THE TWO INTERCESSORS
“Likewise the Spirit also helpeth our infirmities: for we know not
what we should pray for as we ought: but the Spirit itself (Himself)
maketh intercession for us with groanings which cannot be uttered” (Rom.
We must never join together what God has separated. We must not join the world with true religion (Matt. 6:24; I John 2:15; Jas. 4:4). On the other hand, we must not separate what God has joined together (Matt. 19:9). We must not separate principles and practice, doctrine and duty, the Savior and the Sanctifier. There is a close connection between the work of Christ and the work of the Holy Spirit. Christ works for us; the Holy Spirit works in us. Every believer has two Intercessors or two Advocates.
I. THE INTERCESSION OF
In council and covenant of grace Christ assumed the office of an
Intercessor as our great High Priest. An intercessor is a person who intercedes,
or entreats, or prays in favor of another. In the before-time covenant the
Father said to the Son: “Ask of me, and I shall give thee the heathen for
thine inheritance, and the uttermost parts of the earth for thy possession”
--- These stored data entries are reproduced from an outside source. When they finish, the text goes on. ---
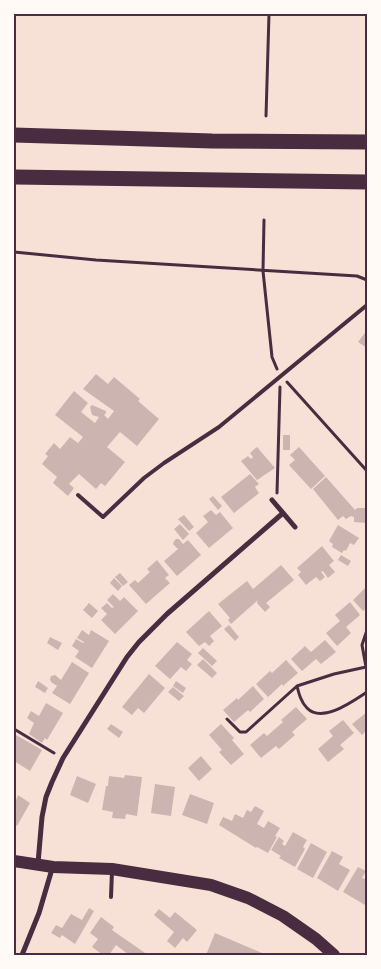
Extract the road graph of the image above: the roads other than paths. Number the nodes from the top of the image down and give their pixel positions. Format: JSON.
{"nodes":[{"id":1,"x":14,"y":135,"type":"edge"},
{"id":2,"x":367,"y":142,"type":"edge"},
{"id":3,"x":14,"y":177,"type":"edge"},
{"id":4,"x":367,"y":182,"type":"edge"},
{"id":5,"x":367,"y":305,"type":"edge"},
{"id":6,"x":78,"y":495,"type":"dead end"},
{"id":7,"x":272,"y":500,"type":"road end"},
{"id":8,"x":283,"y":513,"type":"junction"},
{"id":9,"x":295,"y":526,"type":"dead end"},
{"id":10,"x":14,"y":861,"type":"edge"},
{"id":11,"x":38,"y":865,"type":"junction"},
{"id":12,"x":53,"y":868,"type":"junction"},
{"id":13,"x":112,"y":869,"type":"junction"},
{"id":14,"x":111,"y":897,"type":"dead end"},
{"id":15,"x":22,"y":955,"type":"edge"},
{"id":16,"x":334,"y":955,"type":"edge"}],
"edges":[{"from":1,"to":2,"type":"highway"},
{"from":3,"to":4,"type":"highway"},
{"from":5,"to":6,"type":"lane"},
{"from":7,"to":8,"type":"street"},
{"from":8,"to":9,"type":"street"},
{"from":8,"to":11,"type":"street"},
{"from":10,"to":11,"type":"main road"},
{"from":11,"to":12,"type":"main road"},
{"from":12,"to":13,"type":"main road"},
{"from":12,"to":15,"type":"street"},
{"from":13,"to":14,"type":"lane"},
{"from":13,"to":16,"type":"main road"}]}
(Ps. 2:8). The Son asked the Father for the elect. In response to the Son’s
request, the Father gave him a peculiar people. These were a love gift from His
Father. Christ mentions these in His high priestly prayer in John 17. He spoke
of them “as many as thou hast given” me (John 17:2). In John 17:6
Christ said: “I have manifested thy name unto the men which thou gavest me
out of the world: thine thy were, and thou gavest them me; and they have kept
The redemptive work of Christ is equal to His intercessory work, and these cannot scripturally be separated. Note some Scriptures: “. . .and he bare the sin of many, and made intercession for the transgressors” (Isa. 53:12). “Who is he that condemneth? It is Christ that died, yea rather, that is risen again, who is even at the right hand of God, who also maketh intercession for us” (Rom. 8:34). Christ as our great High Priest “appeared to put away sin by the sacrifice of himself” (Heb. 9:24), and now He appears in the presence of God for us (Heb. 9:24). The same ones for whom He is an atoning sacrifice are the same ones for whom He is an advocate (I John 2:1-2). Since His intercessory work is limited to those the Father gave Him, even so His redemption was for these same people.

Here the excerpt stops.